Etcetera II

Neither Understanding Nor Trusting The Private Sector

At the recent launching of David Magang’s second volume of Delusions of Grandeur, guest speaker, Dr Keith Jefferis, a former deputy governor of the Bank of Botswana, managing director of Econsult Botswana and one of the most, perhaps the most, respected economist, in the country remarked that ‘after lots of interaction with different government bodies, I have concluded that government doesn’t understand and trust the private sector. As a result it wishes to keep a tight grip on what companies do’.

Presumably resulting from this dismaying conclusion, Jefferis noted that, ‘many aspects of the business climate could be improved, often at little cost, by simple regulatory reform’ – implying that no effort is made to do so. He further noted that the current situation is ‘compounded by the anti-foreigner attitude that results in counter-productivity and that,’ the immigration point system has made matters worse’ because it is administered by people, ‘with a wrong attitude towards foreigners, who use the system to deport, and deny foreigners entry into the country.

(Mmegi 31.7.15).  It is probable that similar points were made by Magang in his two-volume book, by the Parliamentary Public Accounts Committee only a few weeks ago and by the now newly styled. BOCCIM. So let us accept that all these observations, however astonishing, even bizarre, are dead accurate and correctly reflect what is now happening. Bot does it make any sort of sense?

Yes, over the years the government has sought more to control than to enable. But it has also spent millions in an attempt to attract foreign investors. But, as the Parliamentary Committee remarked, and as appears to be well known, it has then denied work and residence permits to some of those it had recently persuaded to invest here as well as those of longer standing who were significant contributors to the economy, the well being of society and employers of local citizens.

This is uncomfortably similar to the practice of those ladies who acquire foreign husbands, quietly dispossess them and then dump them. The unchallenged notion that the government is anti-foreigner does, however, contradict just about everything that has been written or said about the people of this country.

It would seem to follow either that the government is acting against the general feeling of society that foreigners, subject to the usual norms, are welcome and needed or, alternatively, that it knows very well that, in reality, the general populace is seething with resentment and that it is doing no more than reflecting that mood. Clearly this is something that needs to be brought out into the open and be sensibly addressed.

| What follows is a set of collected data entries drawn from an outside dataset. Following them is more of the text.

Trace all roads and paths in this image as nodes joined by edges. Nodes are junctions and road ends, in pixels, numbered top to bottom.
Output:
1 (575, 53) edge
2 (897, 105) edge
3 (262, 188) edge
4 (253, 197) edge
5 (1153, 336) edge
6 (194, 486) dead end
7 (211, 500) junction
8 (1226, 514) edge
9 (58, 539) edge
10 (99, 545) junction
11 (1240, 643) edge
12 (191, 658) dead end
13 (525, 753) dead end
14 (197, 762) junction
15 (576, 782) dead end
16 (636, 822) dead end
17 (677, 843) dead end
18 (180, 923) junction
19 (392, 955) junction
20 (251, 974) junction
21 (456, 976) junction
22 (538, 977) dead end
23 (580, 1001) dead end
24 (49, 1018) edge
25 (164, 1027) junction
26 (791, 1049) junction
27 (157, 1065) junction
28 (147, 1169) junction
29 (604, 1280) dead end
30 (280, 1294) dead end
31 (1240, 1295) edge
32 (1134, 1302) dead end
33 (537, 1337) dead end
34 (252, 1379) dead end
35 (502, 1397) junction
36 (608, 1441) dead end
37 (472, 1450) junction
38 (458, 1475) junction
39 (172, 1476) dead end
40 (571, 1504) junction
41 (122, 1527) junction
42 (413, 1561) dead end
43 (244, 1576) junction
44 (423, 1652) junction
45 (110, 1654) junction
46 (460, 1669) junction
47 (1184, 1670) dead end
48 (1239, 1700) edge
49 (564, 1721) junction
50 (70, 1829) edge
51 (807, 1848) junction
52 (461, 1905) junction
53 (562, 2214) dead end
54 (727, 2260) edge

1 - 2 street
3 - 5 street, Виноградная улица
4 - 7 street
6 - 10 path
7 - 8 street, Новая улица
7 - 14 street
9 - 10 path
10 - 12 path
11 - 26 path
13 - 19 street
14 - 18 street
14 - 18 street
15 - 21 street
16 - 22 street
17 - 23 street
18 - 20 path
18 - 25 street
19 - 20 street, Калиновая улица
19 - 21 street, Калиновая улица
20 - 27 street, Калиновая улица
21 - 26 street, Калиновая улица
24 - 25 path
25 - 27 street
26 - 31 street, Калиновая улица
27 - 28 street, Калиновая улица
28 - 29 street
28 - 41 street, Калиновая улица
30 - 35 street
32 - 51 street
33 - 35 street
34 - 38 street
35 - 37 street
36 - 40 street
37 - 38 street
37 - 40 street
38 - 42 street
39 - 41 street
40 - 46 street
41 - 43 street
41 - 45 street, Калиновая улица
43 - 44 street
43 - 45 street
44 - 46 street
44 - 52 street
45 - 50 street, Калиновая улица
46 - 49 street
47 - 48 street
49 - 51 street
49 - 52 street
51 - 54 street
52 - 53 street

Yet how can the government be anti-foreigner and anti-business when so many in it, at every level and from top to bottom, civil servant and politician, are involved in a bid to bring in the business goodies, not least from tenders. Perhaps this is an exercise in exclusion.

Thus, remove those foreigners who won’t engage in the front-runner game or those who fail to make the usual donations. But with major problems of power and water supply, a record of poor productivity and an inappropriately educated work force, and with the prospects for the young looking so grim, inclusion makes much more sense than exclusion.

It may be an explanation of sorts that the government sees this as pay back time for years of pre-Independence diminishment and is determined to demonstrate that it has no need of foreigners because there will always be a Motswana on hand to do the job that an expatriate was previously doing.

If even slightly correct, this may be a stage that the country has to experience, as other countries have done, as it makes the shift from colonial dependency to self assured, self confident comfortable sovereign state.

All earlier commentators, however, have noted the ease with which the country’s first President, Seretse, was able to achieve that very difficult transition in circumstances that were infinitely more difficult to those today. Fifty years on, the government appears now to be demonstrating the kinds of post independence resentment that might have earlier emerged.

Who now cannot be concerned? Is resentment, individual or collective, now a corner stone of government practice? But where is practice and where is policy? When decisions are taken to deny permits to foreign investors, long term or recent, big or more modestly scaled, the surprising absence of protest suggests that all MPs are agreed that the loss of jobs that results in their constituencies is a price that has to be paid.

Perhaps an explanation of sorts for this strange situation can be found in the comment made long ago about Kenneth Kaunda – that he was capable of holding contradictory ideas in a state of mutual balance. Does that somehow sum it up?